_Source records_
--------
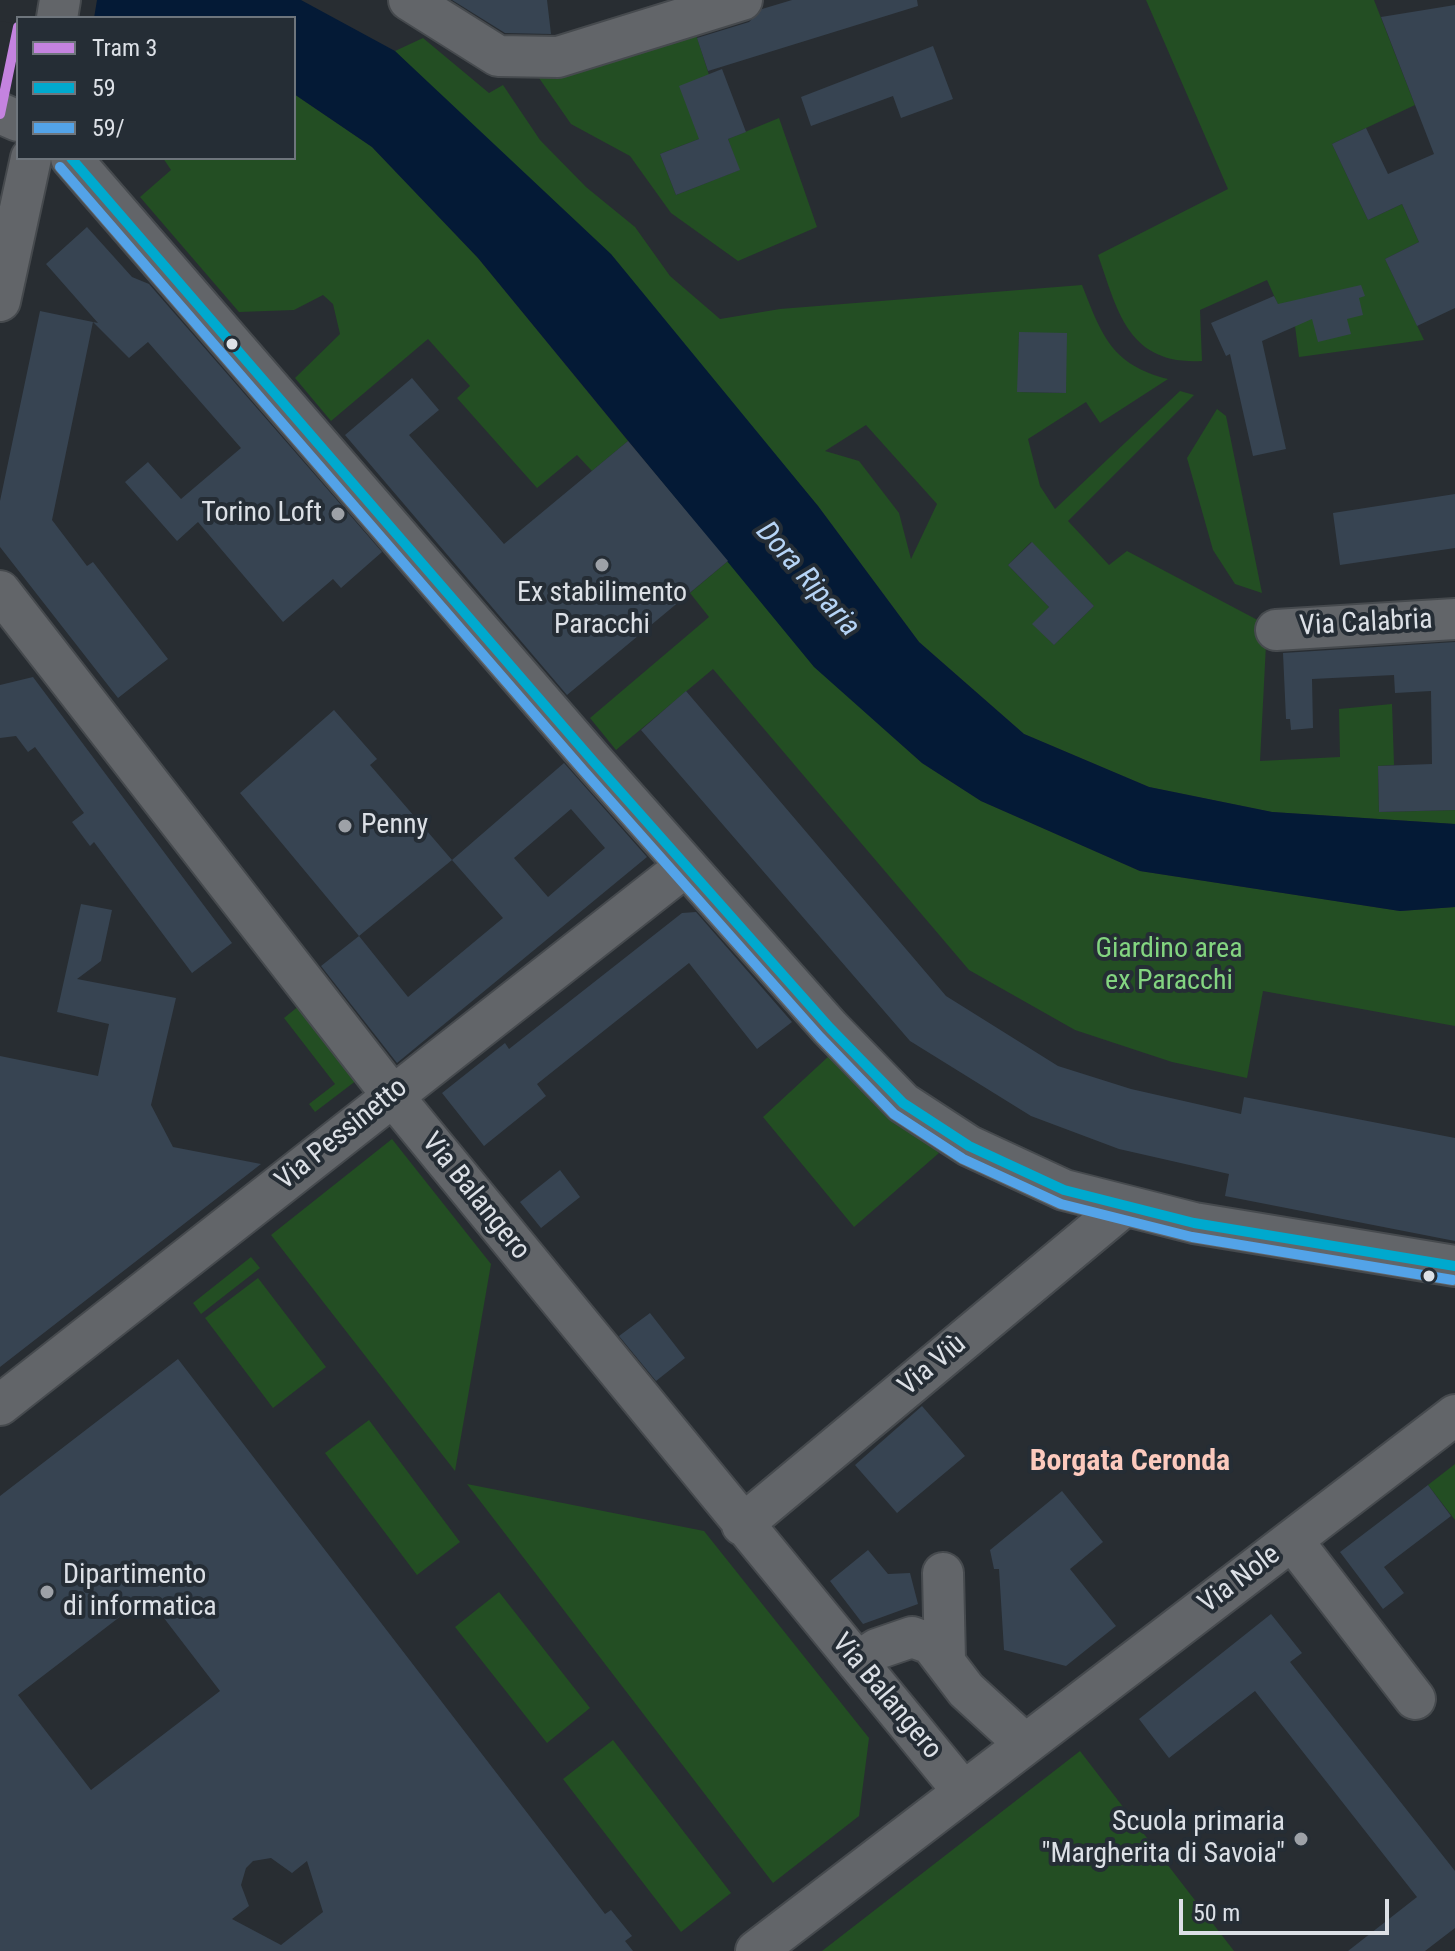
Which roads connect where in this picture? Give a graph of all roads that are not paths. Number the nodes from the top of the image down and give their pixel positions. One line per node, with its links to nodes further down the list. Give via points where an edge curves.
1 (409, 0): 2 (street, via 498,56 558,57)
2 (742, 0)
3 (31, 160): 5 (street)
4 (73, 160): 9 (street)
5 (0, 301)
6 (0, 591): 10 (street, Via Balangero)
7 (1455, 619): 8 (street, Via Calabria)
8 (1276, 630)
9 (686, 866): 10 (street, Via Pessinetto); 11 (street, via 903,1103 1021,1172)
10 (392, 1095): 13 (street, Via Pessinetto); 15 (street, Via Balangero)
11 (1123, 1207): 12 (street); 15 (street, Via Viù)
12 (1455, 1266)
13 (0, 1405)
14 (1455, 1415): 16 (street, Via Nole)
15 (742, 1525): 19 (street, Via Balangero)
16 (1292, 1540): 20 (street); 21 (street, Via Nole)
17 (943, 1573): 18 (street)
18 (945, 1660): 19 (street, via 931,1644 912,1637); 21 (street, via 966,1690)
19 (857, 1662): 22 (street, Via Balangero)
20 (1415, 1699)
21 (1025, 1744): 22 (street, Via Nole)
22 (963, 1791): 23 (street, Via Nole)
23 (756, 1951)

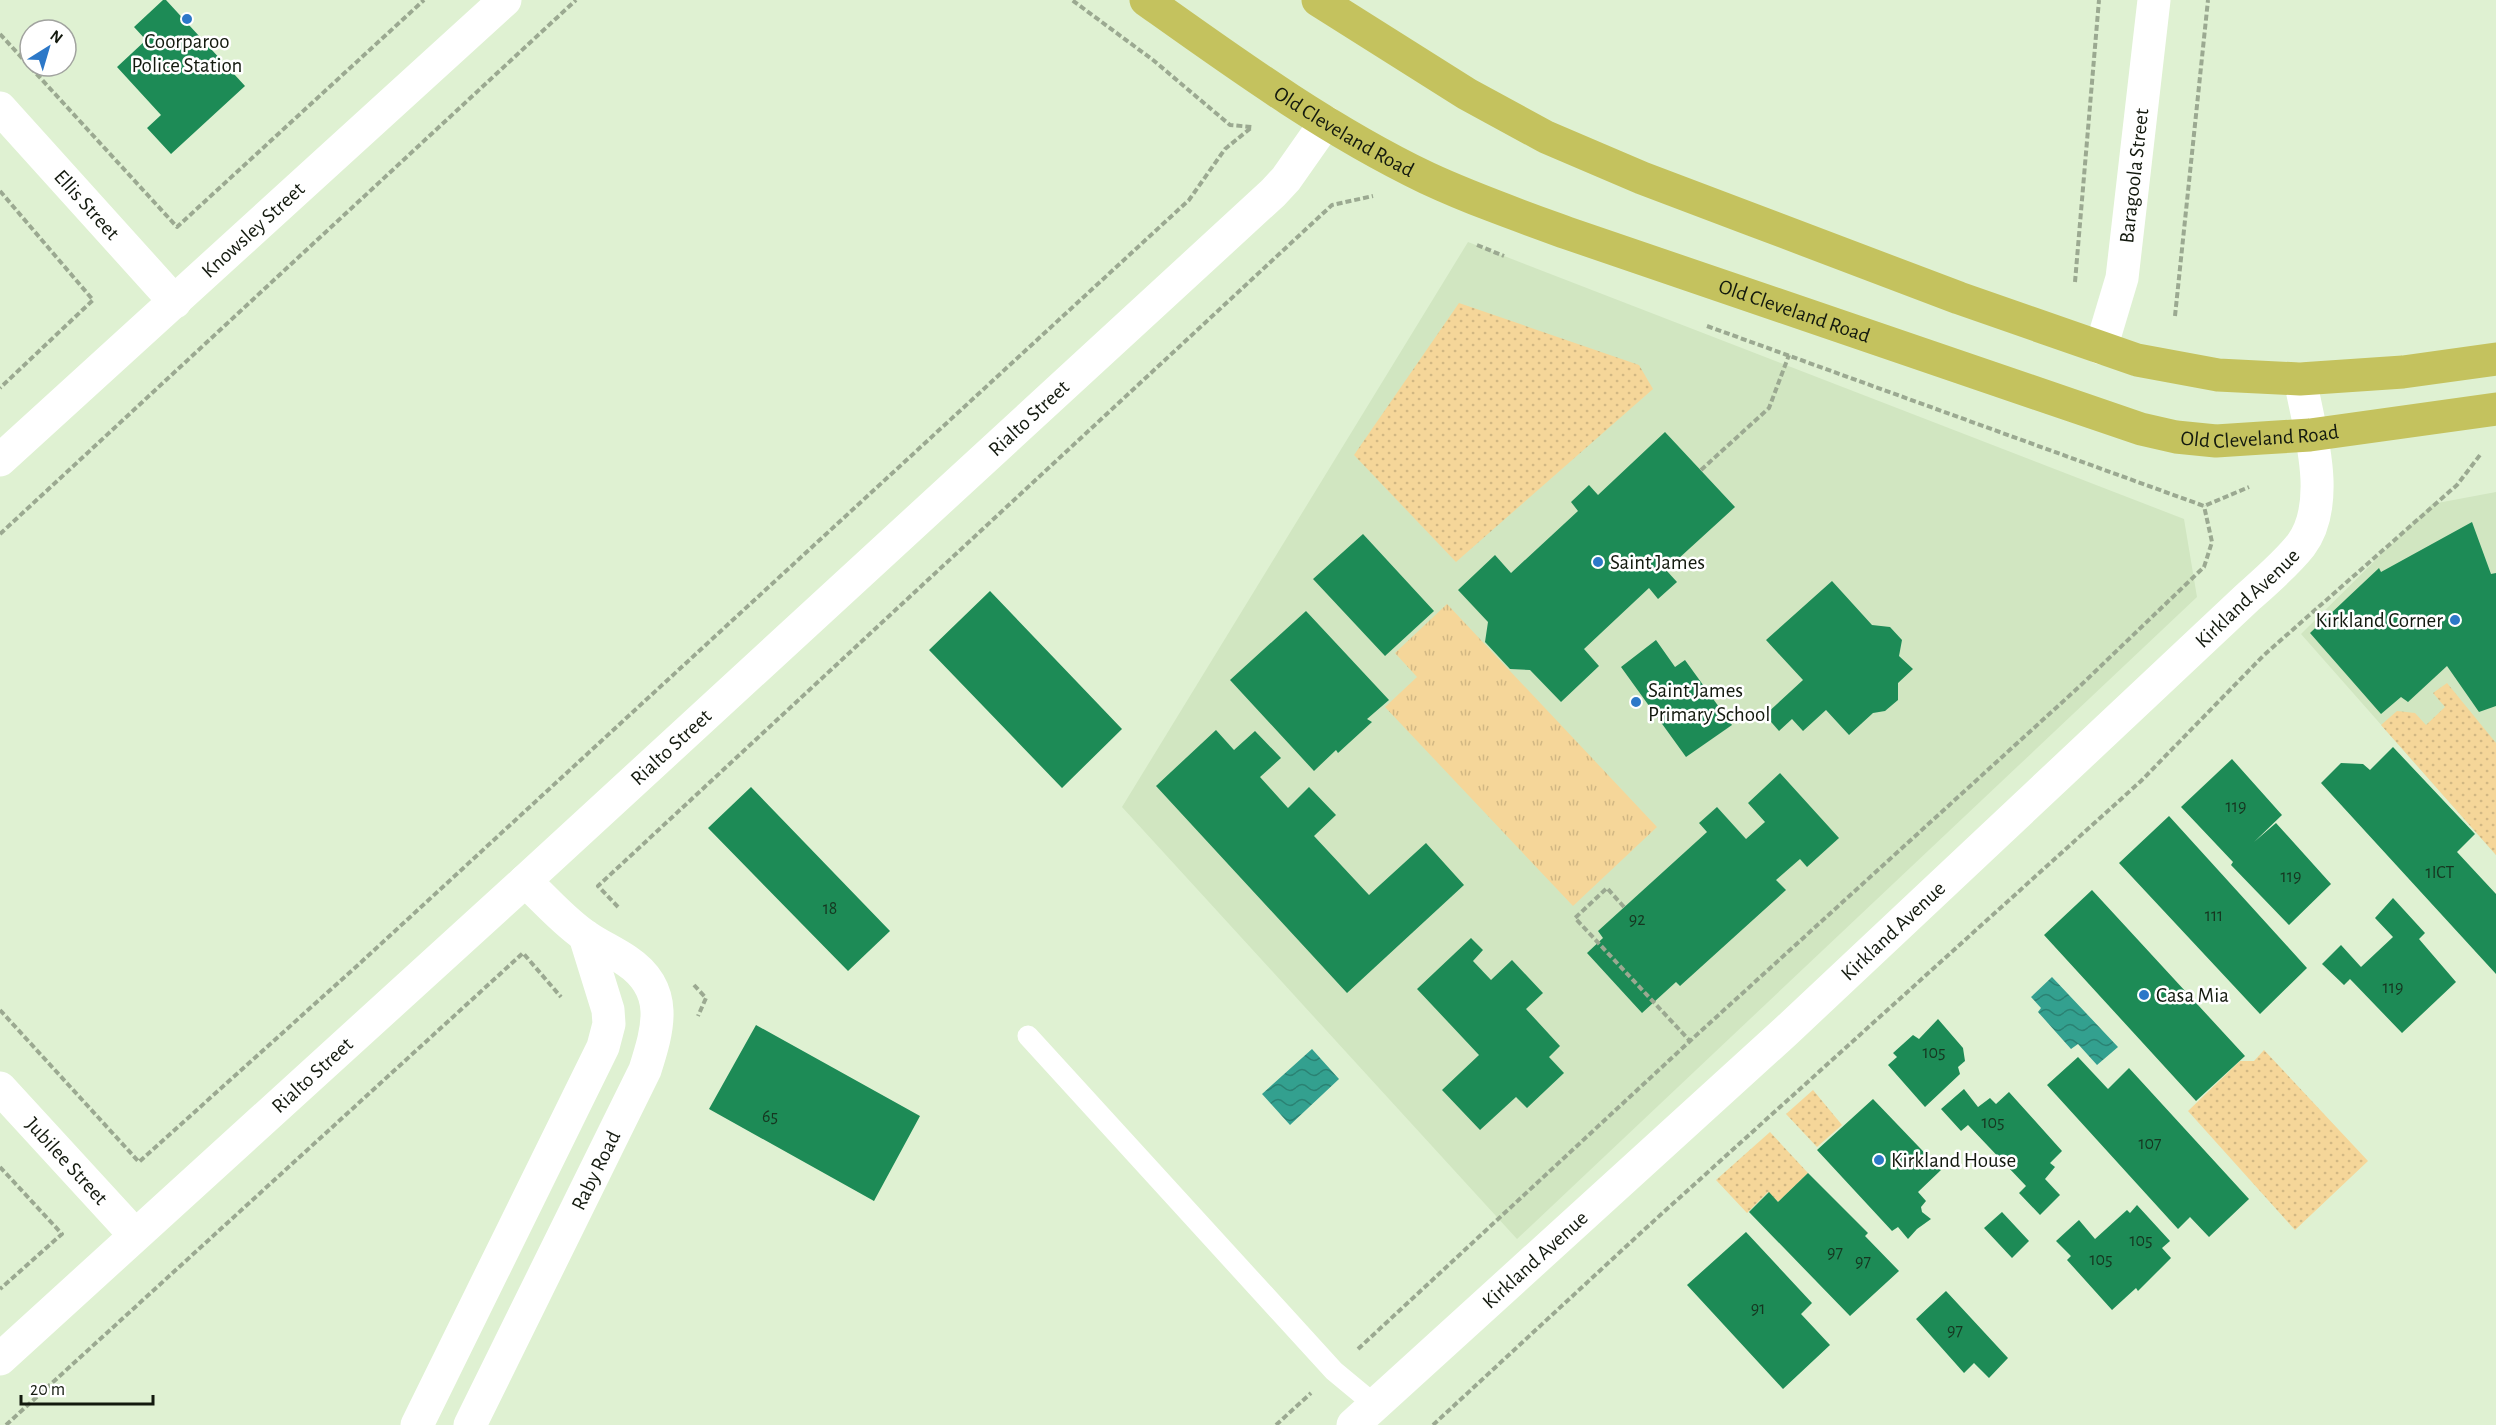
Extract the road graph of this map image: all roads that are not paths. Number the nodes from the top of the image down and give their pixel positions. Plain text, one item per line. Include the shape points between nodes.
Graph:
1 (505, 0) edge
2 (1146, 0) edge
3 (1318, 0) edge
4 (2154, 0) edge
5 (0, 108) edge
6 (1326, 122) junction
7 (176, 302) junction
8 (2100, 348) junction
9 (2496, 359) edge
10 (2300, 379) junction
11 (2496, 409) edge
12 (2310, 435) junction
13 (0, 460) edge
14 (525, 881) junction
15 (585, 936) junction
16 (1028, 1036) dead end
17 (0, 1088) edge
18 (135, 1235) junction
19 (0, 1359) edge
20 (1364, 1415) edge
21 (417, 1425) edge
22 (470, 1425) edge

1 - 7 street, Knowsley Street
2 - 6 highway, Old Cleveland Road
3 - 8 highway via 1467,94 1546,138 1742,216
4 - 8 street, Baragoola Street via 2122,278
5 - 7 street, Ellis Street
6 - 12 highway, Old Cleveland Road via 1427,178 1499,208 2093,413 2176,437 2216,441
6 - 14 street, Rialto Street via 1274,193
7 - 13 street, Knowsley Street
8 - 10 highway via 2137,360 2218,375
9 - 10 highway via 2403,372
10 - 12 street, Kirkland Avenue
11 - 12 highway, Old Cleveland Road
12 - 20 street, Kirkland Avenue via 2318,490 2314,520 2300,546 2280,568 1785,1032
14 - 15 street, Raby Road
14 - 18 street, Rialto Street
15 - 21 street via 608,1010 603,1047
15 - 22 street, Raby Road via 629,962 645,979 659,1012 656,1038 645,1070
16 - 20 lane via 1334,1371
17 - 18 street, Jubilee Street
18 - 19 street, Rialto Street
--------
For this exercise, transcribe the data above line by line, exactly, with pictures omitted.

Which roads connect where in this picture? Give a graph of all roads that are not paths. Number the nodes from the top of the image down and give their pixel positions. One line per node, with its links to nodes further down the list. Give via points where an edge curves.
1 (409, 0): 2 (street, via 498,56 558,57)
2 (742, 0)
3 (31, 160): 5 (street)
4 (73, 160): 9 (street)
5 (0, 301)
6 (0, 591): 10 (street, Via Balangero)
7 (1455, 619): 8 (street, Via Calabria)
8 (1276, 630)
9 (686, 866): 10 (street, Via Pessinetto); 11 (street, via 903,1103 1021,1172)
10 (392, 1095): 13 (street, Via Pessinetto); 15 (street, Via Balangero)
11 (1123, 1207): 12 (street); 15 (street, Via Viù)
12 (1455, 1266)
13 (0, 1405)
14 (1455, 1415): 16 (street, Via Nole)
15 (742, 1525): 19 (street, Via Balangero)
16 (1292, 1540): 20 (street); 21 (street, Via Nole)
17 (943, 1573): 18 (street)
18 (945, 1660): 19 (street, via 931,1644 912,1637); 21 (street, via 966,1690)
19 (857, 1662): 22 (street, Via Balangero)
20 (1415, 1699)
21 (1025, 1744): 22 (street, Via Nole)
22 (963, 1791): 23 (street, Via Nole)
23 (756, 1951)

Extract the road graph of this map image: all roads that are not paths. Number the nodes from the top of the image down and give their pixel positions. Plain text, one item per line. Include the shape points between nodes.
Graph:
1 (505, 0) edge
2 (1146, 0) edge
3 (1318, 0) edge
4 (2154, 0) edge
5 (0, 108) edge
6 (1326, 122) junction
7 (176, 302) junction
8 (2100, 348) junction
9 (2496, 359) edge
10 (2300, 379) junction
11 (2496, 409) edge
12 (2310, 435) junction
13 (0, 460) edge
14 (525, 881) junction
15 (585, 936) junction
16 (1028, 1036) dead end
17 (0, 1088) edge
18 (135, 1235) junction
19 (0, 1359) edge
20 (1364, 1415) edge
21 (417, 1425) edge
22 (470, 1425) edge

1 - 7 street, Knowsley Street
2 - 6 highway, Old Cleveland Road
3 - 8 highway via 1467,94 1546,138 1742,216
4 - 8 street, Baragoola Street via 2122,278
5 - 7 street, Ellis Street
6 - 12 highway, Old Cleveland Road via 1427,178 1499,208 2093,413 2176,437 2216,441
6 - 14 street, Rialto Street via 1274,193
7 - 13 street, Knowsley Street
8 - 10 highway via 2137,360 2218,375
9 - 10 highway via 2403,372
10 - 12 street, Kirkland Avenue
11 - 12 highway, Old Cleveland Road
12 - 20 street, Kirkland Avenue via 2318,490 2314,520 2300,546 2280,568 1785,1032
14 - 15 street, Raby Road
14 - 18 street, Rialto Street
15 - 21 street via 608,1010 603,1047
15 - 22 street, Raby Road via 629,962 645,979 659,1012 656,1038 645,1070
16 - 20 lane via 1334,1371
17 - 18 street, Jubilee Street
18 - 19 street, Rialto Street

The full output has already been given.